6. A tilt control assembly for window blinds comprising:

a elongated channel;

a tilt control rod rotatably mounted in the channel;

first and second tilt control discs having external peripheries with stop surfaces thereon, each said tilt control disc including a mounting aperture for achieving nonrotatable mounting of the tilt control discs on the tilt control rod, the tilt control discs being disposed such that the stop surfaces of said first and second tilt control discs are angularly separated from one another by a selected amount;

a stop bracket lockingly engaged in the channel to engage the stop surfaces of the tilt control disc at selected rotational positions of the tilt control rod;

wherein the bracket includes a pivoting edge for pivotal movement against a portion of the elongated channel, a ramp edge spaced from the pivoting edge for generating deflection in a portion of the elongated channel and a locking edge in proximity to the ramp edge for locking engagement with the channel, whereby the stop bracket can be pivoted into locking engagement with the channel at a selected longitudinal position therealong; and

wherein the bracket includes a base wall and a pair of spaced apart end walls, the first and second tilt control discs being disposed intermediate the end walls of the bracket, whereby the end walls of the bracket limit longitudinal movement of the tilt control discs along the tilt control rod.

7. A tilt control assembly as in claim 6 wherein the base wall of the stop bracket includes a stop portion formed therein for engaging the respective stop surfaces of the tilt control discs.

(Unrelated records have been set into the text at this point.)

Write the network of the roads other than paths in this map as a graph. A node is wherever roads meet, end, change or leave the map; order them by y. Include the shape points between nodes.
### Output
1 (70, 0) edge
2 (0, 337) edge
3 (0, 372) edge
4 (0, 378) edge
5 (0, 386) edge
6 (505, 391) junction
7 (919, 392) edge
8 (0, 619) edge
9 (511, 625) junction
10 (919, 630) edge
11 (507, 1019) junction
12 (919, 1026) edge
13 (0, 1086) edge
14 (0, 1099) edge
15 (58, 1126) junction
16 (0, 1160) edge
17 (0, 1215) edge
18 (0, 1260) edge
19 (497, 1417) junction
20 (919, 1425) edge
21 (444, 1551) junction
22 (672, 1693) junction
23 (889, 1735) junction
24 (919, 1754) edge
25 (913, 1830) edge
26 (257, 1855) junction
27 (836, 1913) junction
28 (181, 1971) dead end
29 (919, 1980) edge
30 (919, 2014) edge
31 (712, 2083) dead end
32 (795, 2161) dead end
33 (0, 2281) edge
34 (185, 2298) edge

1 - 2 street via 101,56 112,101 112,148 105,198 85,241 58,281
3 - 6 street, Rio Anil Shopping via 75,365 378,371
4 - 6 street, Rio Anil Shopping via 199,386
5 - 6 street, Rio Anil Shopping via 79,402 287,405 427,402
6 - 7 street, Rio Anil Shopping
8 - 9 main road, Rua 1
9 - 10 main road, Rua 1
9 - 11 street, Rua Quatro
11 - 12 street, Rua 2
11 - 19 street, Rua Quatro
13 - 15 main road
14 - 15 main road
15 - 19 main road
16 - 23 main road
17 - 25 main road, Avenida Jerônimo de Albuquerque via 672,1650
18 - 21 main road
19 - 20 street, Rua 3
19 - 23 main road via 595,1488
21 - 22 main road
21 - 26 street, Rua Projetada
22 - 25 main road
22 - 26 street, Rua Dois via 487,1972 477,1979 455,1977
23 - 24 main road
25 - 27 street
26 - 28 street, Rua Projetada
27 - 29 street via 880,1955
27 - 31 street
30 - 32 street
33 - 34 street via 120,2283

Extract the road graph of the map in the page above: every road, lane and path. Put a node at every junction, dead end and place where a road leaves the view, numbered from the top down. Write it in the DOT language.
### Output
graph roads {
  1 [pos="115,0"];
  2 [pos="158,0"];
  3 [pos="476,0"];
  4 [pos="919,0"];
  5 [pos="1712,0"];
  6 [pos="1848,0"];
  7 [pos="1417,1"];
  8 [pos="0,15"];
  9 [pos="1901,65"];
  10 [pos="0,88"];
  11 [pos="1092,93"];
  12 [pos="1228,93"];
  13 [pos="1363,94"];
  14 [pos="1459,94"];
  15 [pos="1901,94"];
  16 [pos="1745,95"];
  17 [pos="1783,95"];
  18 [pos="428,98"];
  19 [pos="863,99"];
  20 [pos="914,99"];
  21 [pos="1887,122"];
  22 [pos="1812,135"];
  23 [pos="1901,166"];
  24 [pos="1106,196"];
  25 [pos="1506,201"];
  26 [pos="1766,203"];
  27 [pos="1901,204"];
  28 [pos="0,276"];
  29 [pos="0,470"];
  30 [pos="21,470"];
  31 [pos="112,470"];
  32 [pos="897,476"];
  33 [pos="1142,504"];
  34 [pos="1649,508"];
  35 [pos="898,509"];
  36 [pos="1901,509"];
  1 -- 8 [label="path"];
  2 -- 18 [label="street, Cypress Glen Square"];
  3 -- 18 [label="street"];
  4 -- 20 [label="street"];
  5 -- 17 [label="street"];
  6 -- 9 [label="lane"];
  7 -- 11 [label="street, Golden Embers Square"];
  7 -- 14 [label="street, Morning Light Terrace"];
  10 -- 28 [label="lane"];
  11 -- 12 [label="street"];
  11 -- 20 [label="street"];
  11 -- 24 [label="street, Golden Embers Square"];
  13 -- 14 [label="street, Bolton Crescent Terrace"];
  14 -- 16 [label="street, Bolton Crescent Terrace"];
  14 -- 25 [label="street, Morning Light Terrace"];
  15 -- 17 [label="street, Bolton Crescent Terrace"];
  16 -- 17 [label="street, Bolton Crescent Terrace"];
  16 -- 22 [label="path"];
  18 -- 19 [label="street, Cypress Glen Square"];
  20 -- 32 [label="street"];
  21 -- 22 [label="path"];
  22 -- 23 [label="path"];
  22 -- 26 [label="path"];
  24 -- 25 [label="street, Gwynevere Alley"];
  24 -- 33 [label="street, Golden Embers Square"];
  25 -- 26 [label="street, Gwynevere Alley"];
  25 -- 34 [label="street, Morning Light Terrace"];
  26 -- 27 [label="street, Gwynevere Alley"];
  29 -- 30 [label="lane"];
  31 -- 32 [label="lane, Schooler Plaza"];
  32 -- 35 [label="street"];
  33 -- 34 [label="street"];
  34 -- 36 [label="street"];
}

8. A system of components for forming a tilt control assembly for a window blind, said system comprising:

an elongated channel;

a tilt control rod of noncircular cross section rotatably mounted in the channel;

a stop bracket engageable with the channel at a selected longitudinal position therealong, said stop bracket including at least one stop wall disposed to be in proximity to the tilt control rod upon engagement of the stop bracket in the channel; and

a plurality of sets of pairs of tilt control discs, each said pair of tilt control discs including a noncircular mounting aperture extending therethrough and conforming to the noncircular cross-sectional shape of the tilt control rod and a stop surface at a peripheral location thereon, said stop surfaces of a pair of said tilt control discs being disposed to engage the stop wall of the stop bracket upon mounting the pair of tilt control discs on the tilt control rod and upon engaging the bracket in the channel, the stop surface of each of the pair of tilt control discs defining a selected angular alignment to the noncircular mounting aperture thereof, the angular alignment between the stop surface and the mounting aperture of each tilt control disc in each said pair of tilt control discs being substantially equal, but the angular alignment of the pair of tilt control discs in one set being different from the angular alignment of the pairs of tilt control discs in the other sets, whereby the system of components is assembled by mounting a selected pair of the tilt control discs to the tilt control rod and lockingly engaging the stop bracket in the channel in proximity to the selected pair of tilt control discs.